Gregory F. Treverton is a Senior Fellow at the Council on Foreign Relations and author of the forthcoming America, Germany and the Future of Europe.
What is "Europe?" The answer remains to be seen, but "smaller than it seemed last year" is one quick response, given what is happening on the edges—the disintegration of the Soviet Union and open warring in Yugoslavia. In Europe’s center the future becomes less of a guessing game. Indeed the treaties on European monetary and political union (EMU and EPU) signed December 1991 at the Maastricht summit mark a stunning success in light of the "Europessimism" of the mid-1980s. A new federation, anchored by a single currency and a central bank, is thus mandated for the end of the decade.
But Europe remains a far cry from the "Europe whole and free," as President Bush liked to put it. In particular the eastward reach of the 12-nation European Community will be limited by the bloc’s west European preoccupations, and the EC itself will be strained by the reaching.
By the same token, no one on either side of the Atlantic has much idea how to reshape the American connection to Europe after the vanishing of the Soviet threat—or whether a reshaping is really necessary. Five years ago, or even three, warfare in Yugoslavia would have rushed to the top of the American foreign policy agenda. This time though, Washington, its gaze fixed on the Middle East, first stayed aloof and then left the crisis to the EC.

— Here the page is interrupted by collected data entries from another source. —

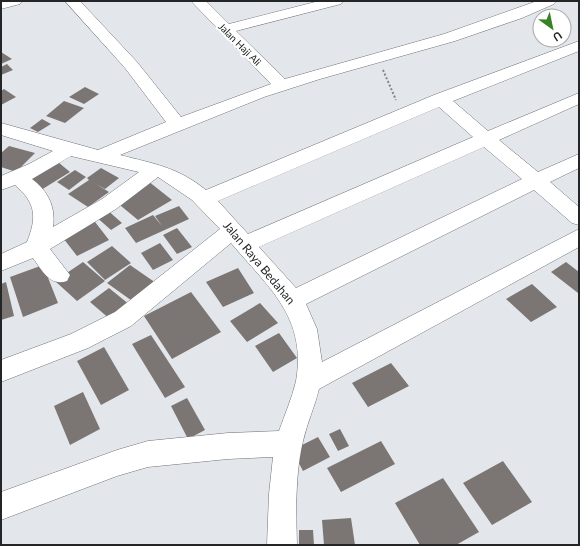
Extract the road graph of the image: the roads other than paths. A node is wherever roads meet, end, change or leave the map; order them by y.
1 (15, 1) edge
2 (72, 1) edge
3 (198, 1) edge
4 (336, 1) edge
5 (549, 1) edge
6 (1, 5) edge
7 (226, 29) junction
8 (579, 46) edge
9 (282, 86) junction
10 (579, 98) edge
11 (440, 99) junction
12 (177, 124) junction
13 (1, 129) edge
14 (484, 138) junction
15 (68, 149) junction
16 (101, 156) junction
17 (579, 160) edge
18 (155, 170) junction
19 (10, 180) edge
20 (535, 180) junction
21 (204, 199) junction
22 (579, 218) edge
23 (579, 237) edge
24 (238, 238) junction
25 (36, 247) junction
26 (1, 263) edge
27 (58, 275) dead end
28 (293, 300) junction
29 (1, 371) edge
30 (308, 382) junction
31 (289, 443) junction
32 (1, 506) edge
33 (282, 545) edge

1 - 6 street
2 - 12 street
3 - 7 street, Jalan Haji Ali
4 - 7 street
5 - 9 street
7 - 9 street, Jalan Haji Ali
8 - 11 street
9 - 12 street
10 - 14 street
11 - 14 street
11 - 21 street
12 - 16 street
13 - 15 street, Jalan Raya Bedahan
14 - 20 street
14 - 24 street
15 - 16 street, Jalan Raya Bedahan
15 - 19 street
16 - 18 street, Jalan Raya Bedahan
17 - 20 street
18 - 21 street, Jalan Raya Bedahan
18 - 25 street
19 - 25 street
20 - 22 street
20 - 28 street
21 - 24 street, Jalan Raya Bedahan
23 - 30 street
24 - 28 street, Jalan Raya Bedahan
24 - 29 street
25 - 26 street
25 - 27 street
28 - 30 street, Jalan Raya Bedahan
30 - 31 street, Jalan Raya Bedahan
31 - 32 street
31 - 33 street, Jalan Raya Bedahan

While it is clear that Americans cling to NATO as the only serious trans-Atlantic security connection and as the most explicit American engagement in Europe, it has become equally apparent that NATO is mismatched with Europe’s future security problems: more eruptions like that in Yugoslavia, not a Soviet invasion across the central German plain. And it is just as apparent that NATO in its current form will not serve as the basis for anything like America’s political role in Europe over the past forty years.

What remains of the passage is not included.